- Bohortha Location within Cornwall
- OS grid reference: SW8632
- Civil parish: Gerrans;
- Shire county: Cornwall;
- Region: South West;
- Country: England
- Sovereign state: United Kingdom
- Post town: Truro
- Postcode district: TR2
- Police: Devon and Cornwall
- Fire: Cornwall
- Ambulance: South Western

= Bohortha =

Village in Cornwall, England

Bohortha (Buorthow) is a coastal village in south Cornwall, England, United Kingdom. It is situated on the east side of the Roseland Peninsula two miles south of Portscatho. It is in the civil parish of Gerrans.

Bohortha lies within the Cornwall Area of Outstanding Natural Beauty (AONB).

The name of the village comes from the Cornish language word buorthow which means "cattle yards".

==History==
It was formerly known as "St.

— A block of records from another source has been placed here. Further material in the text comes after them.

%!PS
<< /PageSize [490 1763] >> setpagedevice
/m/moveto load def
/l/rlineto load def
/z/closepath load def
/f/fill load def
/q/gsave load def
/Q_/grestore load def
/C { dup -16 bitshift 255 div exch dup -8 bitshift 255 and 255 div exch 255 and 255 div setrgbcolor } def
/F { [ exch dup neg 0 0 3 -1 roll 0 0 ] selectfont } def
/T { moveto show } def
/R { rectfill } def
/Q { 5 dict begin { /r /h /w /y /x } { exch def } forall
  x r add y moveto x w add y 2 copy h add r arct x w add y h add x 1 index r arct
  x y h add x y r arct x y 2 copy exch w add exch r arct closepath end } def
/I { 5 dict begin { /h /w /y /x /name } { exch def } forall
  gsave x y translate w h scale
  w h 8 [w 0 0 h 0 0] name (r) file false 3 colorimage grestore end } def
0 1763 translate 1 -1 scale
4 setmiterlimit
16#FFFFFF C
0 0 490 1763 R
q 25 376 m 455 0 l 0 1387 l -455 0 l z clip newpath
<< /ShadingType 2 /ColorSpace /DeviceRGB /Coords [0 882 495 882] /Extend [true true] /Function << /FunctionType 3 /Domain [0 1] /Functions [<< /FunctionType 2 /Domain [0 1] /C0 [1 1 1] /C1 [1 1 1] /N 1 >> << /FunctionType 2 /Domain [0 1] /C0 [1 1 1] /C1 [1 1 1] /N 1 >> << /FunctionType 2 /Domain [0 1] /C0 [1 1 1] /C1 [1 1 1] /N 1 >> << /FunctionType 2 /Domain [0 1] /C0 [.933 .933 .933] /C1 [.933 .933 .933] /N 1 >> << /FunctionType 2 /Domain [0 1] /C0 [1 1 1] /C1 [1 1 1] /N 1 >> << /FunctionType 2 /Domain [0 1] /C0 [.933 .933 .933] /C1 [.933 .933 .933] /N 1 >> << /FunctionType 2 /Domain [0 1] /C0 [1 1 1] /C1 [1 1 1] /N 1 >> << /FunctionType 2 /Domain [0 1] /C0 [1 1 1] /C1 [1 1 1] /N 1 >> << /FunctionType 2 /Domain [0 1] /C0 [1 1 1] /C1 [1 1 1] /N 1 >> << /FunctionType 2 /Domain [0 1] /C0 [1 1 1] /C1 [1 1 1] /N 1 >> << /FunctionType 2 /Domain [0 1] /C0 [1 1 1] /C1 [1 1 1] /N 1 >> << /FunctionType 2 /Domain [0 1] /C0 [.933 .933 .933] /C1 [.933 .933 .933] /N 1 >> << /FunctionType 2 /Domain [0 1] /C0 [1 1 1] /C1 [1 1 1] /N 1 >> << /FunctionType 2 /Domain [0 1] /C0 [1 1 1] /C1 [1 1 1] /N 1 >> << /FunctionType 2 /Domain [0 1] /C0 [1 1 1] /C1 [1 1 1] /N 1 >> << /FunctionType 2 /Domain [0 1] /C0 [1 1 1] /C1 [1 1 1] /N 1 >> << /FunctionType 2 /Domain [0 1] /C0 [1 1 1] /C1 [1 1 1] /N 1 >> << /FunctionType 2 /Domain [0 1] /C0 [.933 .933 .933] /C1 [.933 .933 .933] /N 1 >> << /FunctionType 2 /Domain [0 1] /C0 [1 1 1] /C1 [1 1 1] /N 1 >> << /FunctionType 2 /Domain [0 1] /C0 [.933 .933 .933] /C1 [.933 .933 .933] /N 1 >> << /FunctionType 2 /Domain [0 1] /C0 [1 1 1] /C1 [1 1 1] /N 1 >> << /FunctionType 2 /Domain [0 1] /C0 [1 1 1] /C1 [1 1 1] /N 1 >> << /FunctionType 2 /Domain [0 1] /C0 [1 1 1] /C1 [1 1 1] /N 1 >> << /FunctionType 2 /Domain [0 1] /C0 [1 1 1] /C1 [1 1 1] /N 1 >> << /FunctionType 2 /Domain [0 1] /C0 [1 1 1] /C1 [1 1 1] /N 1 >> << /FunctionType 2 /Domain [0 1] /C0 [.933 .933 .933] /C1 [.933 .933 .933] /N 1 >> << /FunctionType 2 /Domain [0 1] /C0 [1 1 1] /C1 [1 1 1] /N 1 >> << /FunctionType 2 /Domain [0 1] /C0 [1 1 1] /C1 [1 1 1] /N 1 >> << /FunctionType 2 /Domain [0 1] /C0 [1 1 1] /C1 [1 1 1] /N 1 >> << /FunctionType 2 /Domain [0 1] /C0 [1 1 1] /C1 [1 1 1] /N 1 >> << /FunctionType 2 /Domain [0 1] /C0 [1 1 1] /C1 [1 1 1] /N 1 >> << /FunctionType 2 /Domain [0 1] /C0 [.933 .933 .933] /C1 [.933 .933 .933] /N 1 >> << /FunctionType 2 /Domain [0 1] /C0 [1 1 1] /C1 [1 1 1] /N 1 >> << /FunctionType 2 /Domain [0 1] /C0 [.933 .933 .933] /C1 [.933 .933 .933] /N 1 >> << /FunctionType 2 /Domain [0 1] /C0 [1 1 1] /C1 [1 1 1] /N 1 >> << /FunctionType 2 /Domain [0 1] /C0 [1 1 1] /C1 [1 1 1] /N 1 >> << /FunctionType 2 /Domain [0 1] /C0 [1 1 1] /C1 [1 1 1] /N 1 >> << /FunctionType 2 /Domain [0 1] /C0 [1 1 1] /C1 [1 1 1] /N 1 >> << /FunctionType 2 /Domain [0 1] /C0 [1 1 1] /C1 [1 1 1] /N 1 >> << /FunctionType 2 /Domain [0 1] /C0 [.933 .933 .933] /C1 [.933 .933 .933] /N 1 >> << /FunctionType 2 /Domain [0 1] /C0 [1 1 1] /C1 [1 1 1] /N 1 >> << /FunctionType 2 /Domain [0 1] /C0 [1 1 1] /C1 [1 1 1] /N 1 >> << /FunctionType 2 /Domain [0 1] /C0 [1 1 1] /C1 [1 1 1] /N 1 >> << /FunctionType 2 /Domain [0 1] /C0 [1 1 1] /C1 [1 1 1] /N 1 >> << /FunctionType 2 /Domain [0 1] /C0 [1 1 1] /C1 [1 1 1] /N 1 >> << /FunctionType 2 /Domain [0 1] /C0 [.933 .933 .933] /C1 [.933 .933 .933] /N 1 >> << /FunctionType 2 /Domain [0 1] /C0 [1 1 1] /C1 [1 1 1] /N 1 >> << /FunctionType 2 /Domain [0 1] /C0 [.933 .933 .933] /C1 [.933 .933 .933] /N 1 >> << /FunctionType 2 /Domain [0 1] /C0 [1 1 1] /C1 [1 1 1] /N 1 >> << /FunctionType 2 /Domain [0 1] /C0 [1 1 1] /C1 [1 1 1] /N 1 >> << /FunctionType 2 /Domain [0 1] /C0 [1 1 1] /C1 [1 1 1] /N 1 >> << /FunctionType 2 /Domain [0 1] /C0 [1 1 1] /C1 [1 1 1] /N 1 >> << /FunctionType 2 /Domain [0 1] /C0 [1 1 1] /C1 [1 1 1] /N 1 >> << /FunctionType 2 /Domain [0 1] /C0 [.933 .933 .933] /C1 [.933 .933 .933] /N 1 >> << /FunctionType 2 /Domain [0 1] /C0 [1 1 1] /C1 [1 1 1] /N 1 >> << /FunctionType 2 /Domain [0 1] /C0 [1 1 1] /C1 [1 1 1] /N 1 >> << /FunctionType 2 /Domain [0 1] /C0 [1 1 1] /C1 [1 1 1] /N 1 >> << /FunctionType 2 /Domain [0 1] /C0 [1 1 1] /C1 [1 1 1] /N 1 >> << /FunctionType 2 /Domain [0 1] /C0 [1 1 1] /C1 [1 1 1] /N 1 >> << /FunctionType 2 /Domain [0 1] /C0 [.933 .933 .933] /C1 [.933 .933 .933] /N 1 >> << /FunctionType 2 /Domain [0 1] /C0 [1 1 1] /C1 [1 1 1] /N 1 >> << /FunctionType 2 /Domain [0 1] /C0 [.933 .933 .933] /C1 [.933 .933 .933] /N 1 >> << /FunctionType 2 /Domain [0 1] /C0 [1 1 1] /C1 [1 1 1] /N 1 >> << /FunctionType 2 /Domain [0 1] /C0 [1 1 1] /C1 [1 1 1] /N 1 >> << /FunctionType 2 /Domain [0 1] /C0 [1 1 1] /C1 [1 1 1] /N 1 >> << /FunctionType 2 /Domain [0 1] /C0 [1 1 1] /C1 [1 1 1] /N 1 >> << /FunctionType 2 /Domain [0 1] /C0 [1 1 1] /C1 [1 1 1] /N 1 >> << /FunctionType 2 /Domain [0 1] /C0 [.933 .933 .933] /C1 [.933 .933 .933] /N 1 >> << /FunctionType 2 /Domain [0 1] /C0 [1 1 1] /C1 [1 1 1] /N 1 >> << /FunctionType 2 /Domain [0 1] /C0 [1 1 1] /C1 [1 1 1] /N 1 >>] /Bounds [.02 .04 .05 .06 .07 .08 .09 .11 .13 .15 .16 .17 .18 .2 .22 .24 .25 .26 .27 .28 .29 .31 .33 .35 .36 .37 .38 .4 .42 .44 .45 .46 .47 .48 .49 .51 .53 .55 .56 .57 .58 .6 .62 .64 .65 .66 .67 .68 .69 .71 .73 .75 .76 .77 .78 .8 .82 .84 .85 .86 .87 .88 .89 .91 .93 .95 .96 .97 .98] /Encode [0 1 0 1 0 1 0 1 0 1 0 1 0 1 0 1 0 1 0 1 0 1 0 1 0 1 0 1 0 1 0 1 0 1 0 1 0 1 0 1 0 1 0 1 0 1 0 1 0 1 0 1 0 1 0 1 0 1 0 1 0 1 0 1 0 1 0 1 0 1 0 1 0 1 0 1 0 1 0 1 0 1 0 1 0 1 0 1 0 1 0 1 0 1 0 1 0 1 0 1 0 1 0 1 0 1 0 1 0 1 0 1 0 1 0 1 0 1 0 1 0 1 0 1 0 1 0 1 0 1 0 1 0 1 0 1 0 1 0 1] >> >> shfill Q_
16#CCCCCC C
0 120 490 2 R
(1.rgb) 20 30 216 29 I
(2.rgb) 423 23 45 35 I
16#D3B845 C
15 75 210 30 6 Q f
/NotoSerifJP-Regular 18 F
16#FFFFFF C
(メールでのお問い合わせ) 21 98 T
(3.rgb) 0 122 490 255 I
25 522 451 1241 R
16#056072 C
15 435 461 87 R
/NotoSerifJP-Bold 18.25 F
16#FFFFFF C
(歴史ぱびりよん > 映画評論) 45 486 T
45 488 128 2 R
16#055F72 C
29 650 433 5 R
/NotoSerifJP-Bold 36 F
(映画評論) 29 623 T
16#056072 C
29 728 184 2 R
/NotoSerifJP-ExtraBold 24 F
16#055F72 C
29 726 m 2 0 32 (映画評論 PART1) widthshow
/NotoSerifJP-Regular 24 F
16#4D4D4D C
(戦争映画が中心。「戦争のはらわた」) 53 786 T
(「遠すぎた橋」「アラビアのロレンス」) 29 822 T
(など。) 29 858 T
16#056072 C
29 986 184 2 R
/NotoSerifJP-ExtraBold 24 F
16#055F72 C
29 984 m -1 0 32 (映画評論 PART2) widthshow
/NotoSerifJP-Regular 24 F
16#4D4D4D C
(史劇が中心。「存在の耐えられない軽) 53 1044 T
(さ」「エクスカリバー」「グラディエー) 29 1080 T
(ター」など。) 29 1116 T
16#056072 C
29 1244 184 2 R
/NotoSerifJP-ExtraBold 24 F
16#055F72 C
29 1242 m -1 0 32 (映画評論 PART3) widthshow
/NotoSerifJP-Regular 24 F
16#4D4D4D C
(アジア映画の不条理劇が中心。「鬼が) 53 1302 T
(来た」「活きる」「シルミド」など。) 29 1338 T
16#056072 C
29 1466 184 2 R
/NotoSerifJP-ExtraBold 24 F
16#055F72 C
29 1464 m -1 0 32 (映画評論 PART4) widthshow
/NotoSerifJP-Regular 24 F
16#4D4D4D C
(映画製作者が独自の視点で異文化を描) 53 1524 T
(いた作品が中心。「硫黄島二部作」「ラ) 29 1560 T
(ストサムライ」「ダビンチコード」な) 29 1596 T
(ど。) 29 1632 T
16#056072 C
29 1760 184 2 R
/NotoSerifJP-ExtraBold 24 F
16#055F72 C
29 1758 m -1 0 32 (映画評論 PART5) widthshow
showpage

Anthony" village but has become known as Bohortha after one of the farmsteads that existed there up until the 1970s, the others being Manor Farm and Bohurrow Farm, both of which, as Bohortha, are represented by farmhouses within the village. All 3 plus Porth Farm near Towan Beach and Place Barton above the nearby Place Manor are now combined and farmed as one.

There once existed an alehouse or hotel named "The Pig & Whistle" some centuries ago. "The Old School House" down the road was the primary school for the children in & around St. Anthony's Head up until the first few decades of the 20th century.